Cabela's (1-800-237-4444): Billing themselves as “The World's Foremost Outfitter,” Cabela's has an enormous selection of hunting, fishing, and camping accessories (over 160,000 items); and, for slugs like myself, a large assortment of practical, high-quality clothing, shoes and accessories (hats, belts, wallets, etc.) at affordable prices. They offer specialty catalogs (Marine, Fly Fishing, Automotive & ATV, Shooting, Saltwater, Camping) in addition to their massive Master Catalogs in Spring and Fall; and, online shoppers should check out the Bargain Cave for great savings on post-season/discontinued clothing lines. If you don't demand high fashion, can't afford high prices, or just hate the frenzied atmosphere of shopping malls, Cabela's may be your answer.
The Vermont Country Store (toll applies: 1-802-362-8440): Family owned and operated, their catalog tag line — “Purveyors of the practical and hard-to-find” — describes an idiomatic selection of 40's– and 50's–style merchandise. Boomers will find a number of items and brands they thought were gone forever; and, younger folks will discover why the boomers miss [some of] them. Examples include lever-action aluminum ice trays, inexpensive wind-up (analog) watches, drying racks and folding umbrella clothes lines, natural-bristle hairbrushes, old-fashioned candies (give the German brandy-filled chocolates a try), re-webbing kits for patio furniture, blackout drapes (a boon for nocturnal types and great window insulation), clothing, sleepwear, bed-and-bath accessories, and canned food specialties (the pickled green tomatoes are a personal favorite). I can do without the OTC patent medicines, but I like the general catalog mix of practical, day-to-day things with some off-the-beaten-path luxuries.

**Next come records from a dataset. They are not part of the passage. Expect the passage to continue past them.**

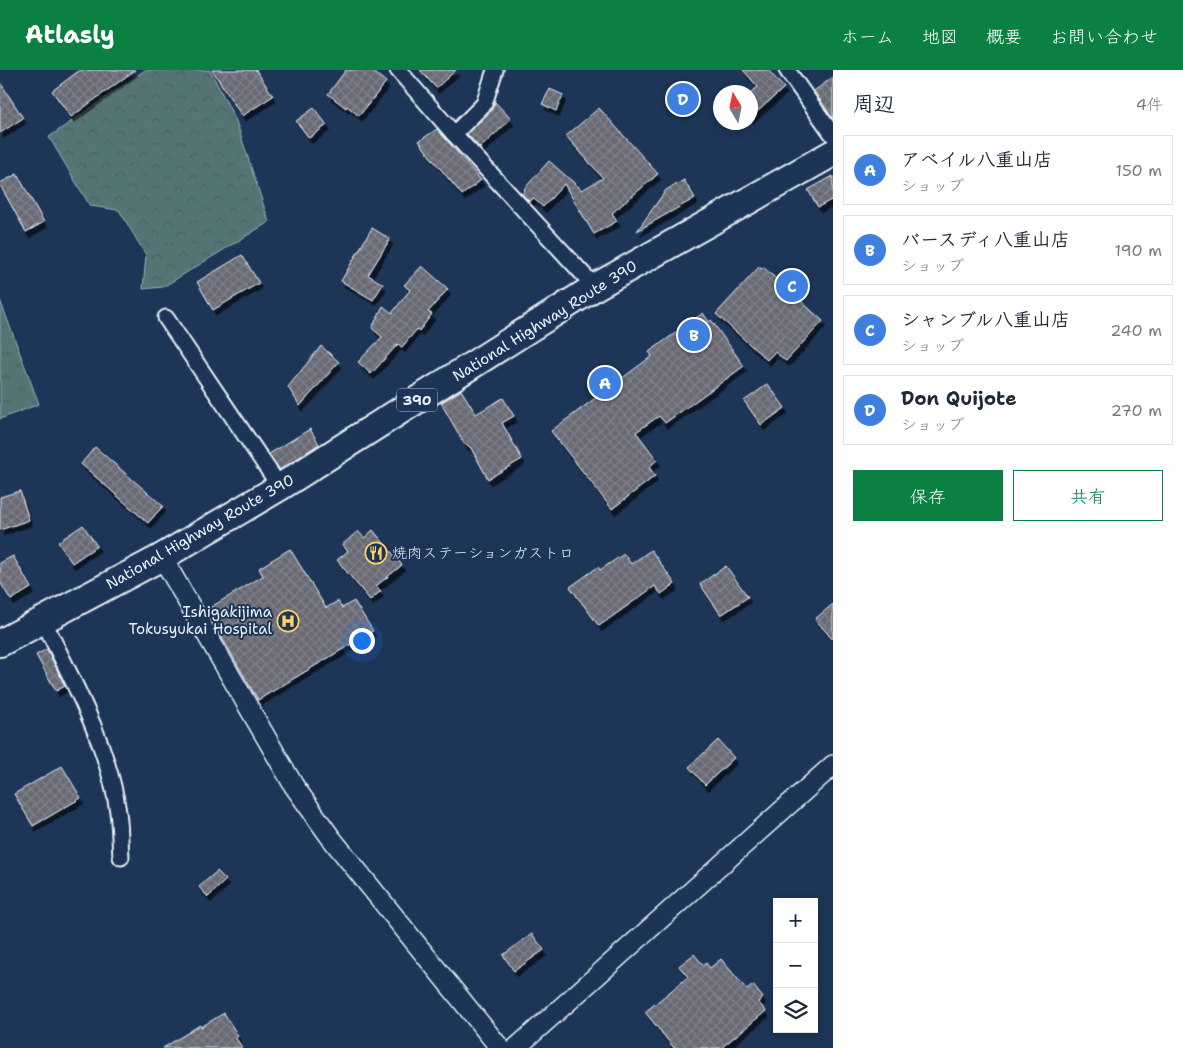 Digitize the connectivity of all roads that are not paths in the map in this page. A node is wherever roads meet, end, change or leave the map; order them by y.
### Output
1 (398, 70) edge
2 (495, 70) edge
3 (787, 70) edge
4 (454, 134) junction
5 (833, 135) edge
6 (833, 153) edge
7 (595, 287) junction
8 (166, 318) dead end
9 (280, 487) junction
10 (162, 557) junction
11 (44, 620) junction
12 (0, 643) edge
13 (833, 765) edge
14 (121, 857) dead end
15 (500, 1048) edge
16 (516, 1048) edge

1 - 4 street
2 - 4 street
3 - 5 street
4 - 7 street
6 - 7 highway, National Highway Route 390 / 390
7 - 9 highway, National Highway Route 390 / 390
8 - 9 street
9 - 10 highway, National Highway Route 390 / 390
10 - 11 highway, National Highway Route 390 / 390
10 - 15 street
11 - 12 highway, National Highway Route 390 / 390
11 - 14 street
13 - 16 street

As always, the Doctor strongly suggests you consider both the security and privacy of your personal information before doing business with online vendors. Specifically,
Whenever you place an order, clearly state that you do not want your personal information shared.
Unlike the rest of the civilized world, your personal information is not protected by Federal law: whoever collects it, owns it;† and, most vendors have a (default) policy of sharing information.
Do not accept shipments from or do business with UPS or its affiliated UPS Stores.
UPS has been selling its delivery lists to junk-mail distributors for over thirty years; the telephone numbers they use "for tracking purposes" are sold to telemarketers; and, with most out-of-state shipments, the customer information is sold to advertisers in both states.